▸ PROVIDED DATA
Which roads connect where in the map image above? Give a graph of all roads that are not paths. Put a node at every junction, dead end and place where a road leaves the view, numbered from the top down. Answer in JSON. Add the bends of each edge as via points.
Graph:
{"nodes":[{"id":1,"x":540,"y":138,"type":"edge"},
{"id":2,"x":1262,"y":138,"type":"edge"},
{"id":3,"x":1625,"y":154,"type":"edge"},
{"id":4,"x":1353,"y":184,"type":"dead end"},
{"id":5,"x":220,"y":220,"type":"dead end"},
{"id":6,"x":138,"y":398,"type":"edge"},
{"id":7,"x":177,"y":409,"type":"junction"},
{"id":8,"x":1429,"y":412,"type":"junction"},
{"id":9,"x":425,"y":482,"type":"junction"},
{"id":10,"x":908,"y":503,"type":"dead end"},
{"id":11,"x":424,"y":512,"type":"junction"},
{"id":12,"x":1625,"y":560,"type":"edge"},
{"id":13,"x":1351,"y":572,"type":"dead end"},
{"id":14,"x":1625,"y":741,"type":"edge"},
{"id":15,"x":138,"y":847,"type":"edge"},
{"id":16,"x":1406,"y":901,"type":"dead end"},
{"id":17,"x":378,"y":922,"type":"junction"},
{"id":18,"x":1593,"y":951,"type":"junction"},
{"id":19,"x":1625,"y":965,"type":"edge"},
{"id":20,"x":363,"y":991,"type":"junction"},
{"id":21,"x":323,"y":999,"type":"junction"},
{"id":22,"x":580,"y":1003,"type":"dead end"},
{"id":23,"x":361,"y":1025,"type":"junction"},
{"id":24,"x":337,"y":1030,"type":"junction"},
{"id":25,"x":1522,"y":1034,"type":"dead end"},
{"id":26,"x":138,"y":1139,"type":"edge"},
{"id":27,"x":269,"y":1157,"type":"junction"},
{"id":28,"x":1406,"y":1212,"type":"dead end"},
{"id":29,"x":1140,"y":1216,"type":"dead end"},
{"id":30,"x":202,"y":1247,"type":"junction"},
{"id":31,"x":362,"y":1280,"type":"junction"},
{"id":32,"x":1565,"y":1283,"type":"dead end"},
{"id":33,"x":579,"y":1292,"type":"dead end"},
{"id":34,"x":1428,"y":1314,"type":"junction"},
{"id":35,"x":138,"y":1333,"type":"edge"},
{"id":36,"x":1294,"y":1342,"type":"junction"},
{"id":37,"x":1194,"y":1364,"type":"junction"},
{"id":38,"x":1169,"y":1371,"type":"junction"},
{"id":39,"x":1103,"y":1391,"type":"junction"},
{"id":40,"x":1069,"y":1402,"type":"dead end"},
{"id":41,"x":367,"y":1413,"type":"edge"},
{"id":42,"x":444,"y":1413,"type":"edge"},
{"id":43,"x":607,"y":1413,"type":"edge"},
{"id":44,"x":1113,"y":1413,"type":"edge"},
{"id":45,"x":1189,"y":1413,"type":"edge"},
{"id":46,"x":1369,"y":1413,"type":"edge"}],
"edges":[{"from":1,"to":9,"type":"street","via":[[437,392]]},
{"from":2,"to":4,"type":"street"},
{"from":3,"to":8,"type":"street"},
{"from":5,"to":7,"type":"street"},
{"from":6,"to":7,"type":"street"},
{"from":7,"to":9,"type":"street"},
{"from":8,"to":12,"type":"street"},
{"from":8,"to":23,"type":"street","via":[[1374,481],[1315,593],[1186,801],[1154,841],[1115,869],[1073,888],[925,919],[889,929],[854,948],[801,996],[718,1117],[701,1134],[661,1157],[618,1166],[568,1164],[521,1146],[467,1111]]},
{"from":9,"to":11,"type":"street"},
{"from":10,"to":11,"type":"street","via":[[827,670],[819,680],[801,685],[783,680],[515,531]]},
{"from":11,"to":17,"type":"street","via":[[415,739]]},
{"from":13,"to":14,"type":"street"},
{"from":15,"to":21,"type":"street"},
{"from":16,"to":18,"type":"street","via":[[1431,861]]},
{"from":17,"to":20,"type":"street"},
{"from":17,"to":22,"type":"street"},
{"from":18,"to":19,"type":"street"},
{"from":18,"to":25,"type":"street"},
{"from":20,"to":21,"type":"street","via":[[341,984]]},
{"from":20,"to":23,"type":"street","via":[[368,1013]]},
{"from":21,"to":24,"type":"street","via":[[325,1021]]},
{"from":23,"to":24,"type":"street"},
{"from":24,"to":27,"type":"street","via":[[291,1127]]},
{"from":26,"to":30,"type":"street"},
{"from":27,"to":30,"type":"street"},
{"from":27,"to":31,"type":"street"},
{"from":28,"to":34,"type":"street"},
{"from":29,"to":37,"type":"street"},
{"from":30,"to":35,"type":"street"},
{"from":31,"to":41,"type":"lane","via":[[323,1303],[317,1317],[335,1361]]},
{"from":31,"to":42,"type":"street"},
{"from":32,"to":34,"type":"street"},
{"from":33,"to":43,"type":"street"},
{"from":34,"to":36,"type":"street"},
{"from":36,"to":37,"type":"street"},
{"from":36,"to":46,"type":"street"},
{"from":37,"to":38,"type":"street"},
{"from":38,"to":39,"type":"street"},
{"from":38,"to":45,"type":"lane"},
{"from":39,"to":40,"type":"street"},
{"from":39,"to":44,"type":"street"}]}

▸ EXERCISE PROMPT
The whole listing should be copied verbatim.

▸ EXERCISE RESPONSE
Which roads connect where in the map image above? Give a graph of all roads that are not paths. Put a node at every junction, dead end and place where a road leaves the view, numbered from the top down. Answer in JSON. Add the bends of each edge as via points.
Graph:
{"nodes":[{"id":1,"x":540,"y":138,"type":"edge"},
{"id":2,"x":1262,"y":138,"type":"edge"},
{"id":3,"x":1625,"y":154,"type":"edge"},
{"id":4,"x":1353,"y":184,"type":"dead end"},
{"id":5,"x":220,"y":220,"type":"dead end"},
{"id":6,"x":138,"y":398,"type":"edge"},
{"id":7,"x":177,"y":409,"type":"junction"},
{"id":8,"x":1429,"y":412,"type":"junction"},
{"id":9,"x":425,"y":482,"type":"junction"},
{"id":10,"x":908,"y":503,"type":"dead end"},
{"id":11,"x":424,"y":512,"type":"junction"},
{"id":12,"x":1625,"y":560,"type":"edge"},
{"id":13,"x":1351,"y":572,"type":"dead end"},
{"id":14,"x":1625,"y":741,"type":"edge"},
{"id":15,"x":138,"y":847,"type":"edge"},
{"id":16,"x":1406,"y":901,"type":"dead end"},
{"id":17,"x":378,"y":922,"type":"junction"},
{"id":18,"x":1593,"y":951,"type":"junction"},
{"id":19,"x":1625,"y":965,"type":"edge"},
{"id":20,"x":363,"y":991,"type":"junction"},
{"id":21,"x":323,"y":999,"type":"junction"},
{"id":22,"x":580,"y":1003,"type":"dead end"},
{"id":23,"x":361,"y":1025,"type":"junction"},
{"id":24,"x":337,"y":1030,"type":"junction"},
{"id":25,"x":1522,"y":1034,"type":"dead end"},
{"id":26,"x":138,"y":1139,"type":"edge"},
{"id":27,"x":269,"y":1157,"type":"junction"},
{"id":28,"x":1406,"y":1212,"type":"dead end"},
{"id":29,"x":1140,"y":1216,"type":"dead end"},
{"id":30,"x":202,"y":1247,"type":"junction"},
{"id":31,"x":362,"y":1280,"type":"junction"},
{"id":32,"x":1565,"y":1283,"type":"dead end"},
{"id":33,"x":579,"y":1292,"type":"dead end"},
{"id":34,"x":1428,"y":1314,"type":"junction"},
{"id":35,"x":138,"y":1333,"type":"edge"},
{"id":36,"x":1294,"y":1342,"type":"junction"},
{"id":37,"x":1194,"y":1364,"type":"junction"},
{"id":38,"x":1169,"y":1371,"type":"junction"},
{"id":39,"x":1103,"y":1391,"type":"junction"},
{"id":40,"x":1069,"y":1402,"type":"dead end"},
{"id":41,"x":367,"y":1413,"type":"edge"},
{"id":42,"x":444,"y":1413,"type":"edge"},
{"id":43,"x":607,"y":1413,"type":"edge"},
{"id":44,"x":1113,"y":1413,"type":"edge"},
{"id":45,"x":1189,"y":1413,"type":"edge"},
{"id":46,"x":1369,"y":1413,"type":"edge"}],
"edges":[{"from":1,"to":9,"type":"street","via":[[437,392]]},
{"from":2,"to":4,"type":"street"},
{"from":3,"to":8,"type":"street"},
{"from":5,"to":7,"type":"street"},
{"from":6,"to":7,"type":"street"},
{"from":7,"to":9,"type":"street"},
{"from":8,"to":12,"type":"street"},
{"from":8,"to":23,"type":"street","via":[[1374,481],[1315,593],[1186,801],[1154,841],[1115,869],[1073,888],[925,919],[889,929],[854,948],[801,996],[718,1117],[701,1134],[661,1157],[618,1166],[568,1164],[521,1146],[467,1111]]},
{"from":9,"to":11,"type":"street"},
{"from":10,"to":11,"type":"street","via":[[827,670],[819,680],[801,685],[783,680],[515,531]]},
{"from":11,"to":17,"type":"street","via":[[415,739]]},
{"from":13,"to":14,"type":"street"},
{"from":15,"to":21,"type":"street"},
{"from":16,"to":18,"type":"street","via":[[1431,861]]},
{"from":17,"to":20,"type":"street"},
{"from":17,"to":22,"type":"street"},
{"from":18,"to":19,"type":"street"},
{"from":18,"to":25,"type":"street"},
{"from":20,"to":21,"type":"street","via":[[341,984]]},
{"from":20,"to":23,"type":"street","via":[[368,1013]]},
{"from":21,"to":24,"type":"street","via":[[325,1021]]},
{"from":23,"to":24,"type":"street"},
{"from":24,"to":27,"type":"street","via":[[291,1127]]},
{"from":26,"to":30,"type":"street"},
{"from":27,"to":30,"type":"street"},
{"from":27,"to":31,"type":"street"},
{"from":28,"to":34,"type":"street"},
{"from":29,"to":37,"type":"street"},
{"from":30,"to":35,"type":"street"},
{"from":31,"to":41,"type":"lane","via":[[323,1303],[317,1317],[335,1361]]},
{"from":31,"to":42,"type":"street"},
{"from":32,"to":34,"type":"street"},
{"from":33,"to":43,"type":"street"},
{"from":34,"to":36,"type":"street"},
{"from":36,"to":37,"type":"street"},
{"from":36,"to":46,"type":"street"},
{"from":37,"to":38,"type":"street"},
{"from":38,"to":39,"type":"street"},
{"from":38,"to":45,"type":"lane"},
{"from":39,"to":40,"type":"street"},
{"from":39,"to":44,"type":"street"}]}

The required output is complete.